# Phantom sums

You may or may not know how to solve an exercise, but it does not need any previous thinking. To solve it one uses some sort of algorithm.

For example, for adding $37$ and $25$, we know the two numbers are placed one above the other and we apply the addition algorithm, a set of rules that we are supposed to know. For convenience we will use tables in our examples:

 $3$ $7$ $2$ $5$ $6$ $2$

so the result of the sum is $62$

We've solved an exercise.

Let's see how a problem would look like:

What are the values of $A$ and $B$ for this sum to be correct?

 $3$ $A$ $B$ $5$ $6$ $2$

Here we need to think, though maybe just a little. Make some guess, find the numbers and check that everything works. Given the numbers we must find are between $0$ and $9$, the problem is simple: $A$ can just be $7$ so that $7+5 = 12$. We must keep $1$ for the next column, $1 + 3 = 4$. How much we should add to get a $6$? the answer is $B = 2$, which solves the problem.

How can you create a problem like this? The best thing you can do is to take a paper and a pencil and write any sum.

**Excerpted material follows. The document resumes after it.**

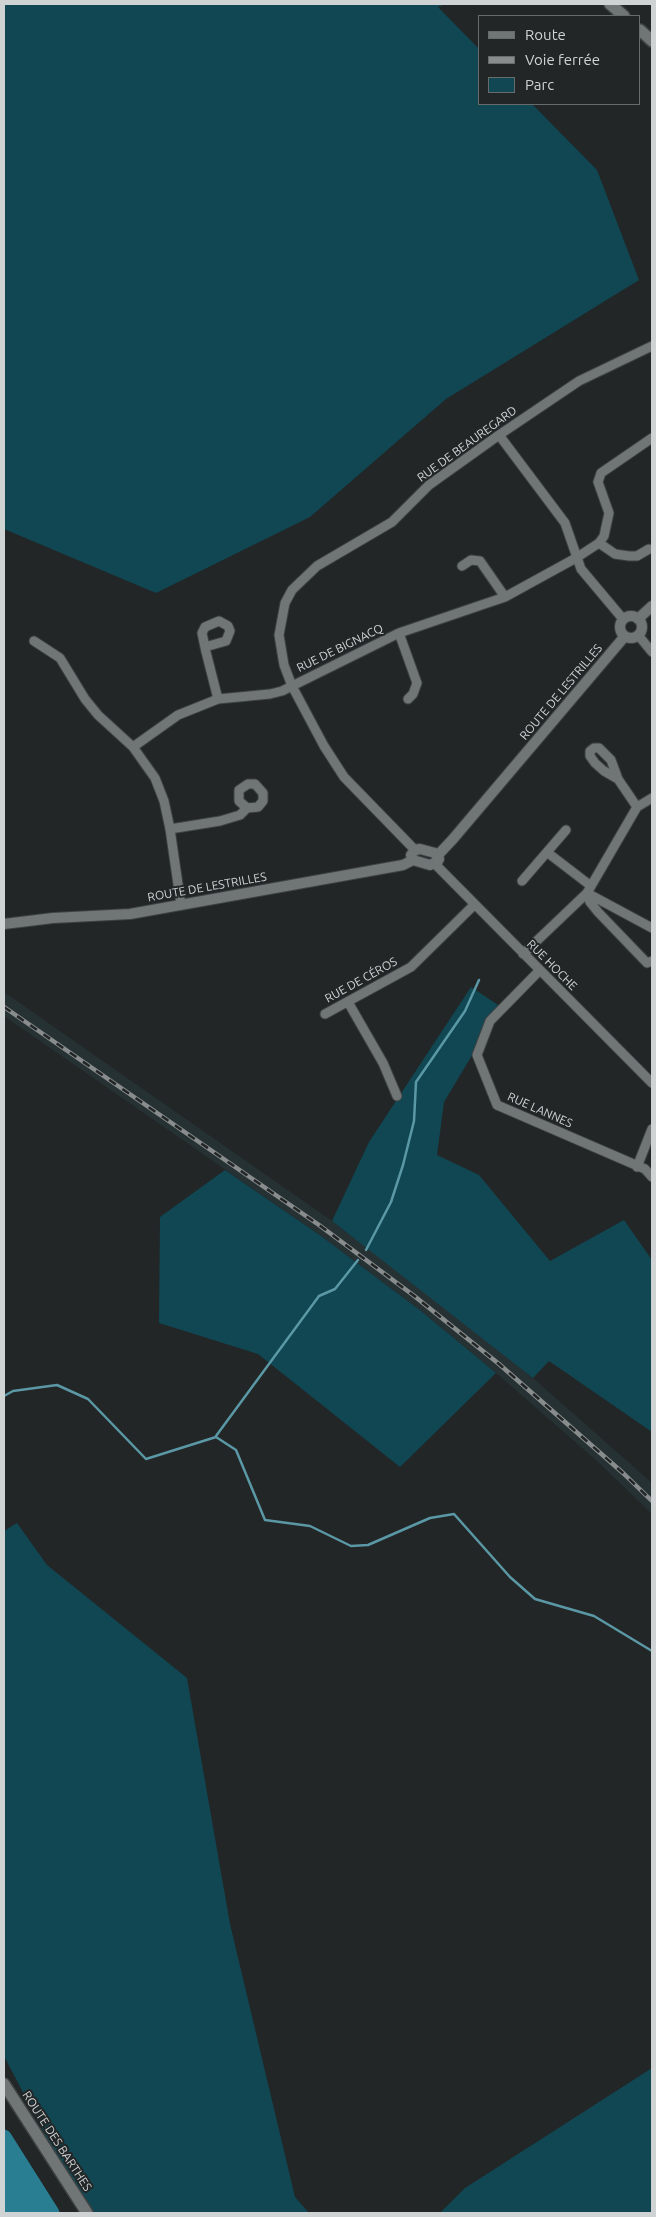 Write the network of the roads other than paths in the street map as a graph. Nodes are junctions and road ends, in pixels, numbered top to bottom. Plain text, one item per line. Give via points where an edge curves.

 $3$ $2$ $7$ $5$ $1$ $4$ $8$ $4$ $1$

Now you can subsitute some numbers by capital letters. Be careful though, because the problem might be then too difficult or even not posible. Let’s try the following

 $A$ $2$ $7$ $5$ $1$ $B$ $8$ $B$ $1$

We should now make sure that we could solve this problem. On the right column, it is clear that $B$ should be worth $4$ so that the result is $11$. We keep $1$ so, on the next column, we will have $2 + 1 + 1 = 4$. Everything works since $B$ is still $4$. Finally $A$ has to be $3$. The solution is then $A = 3, \ B = 4$.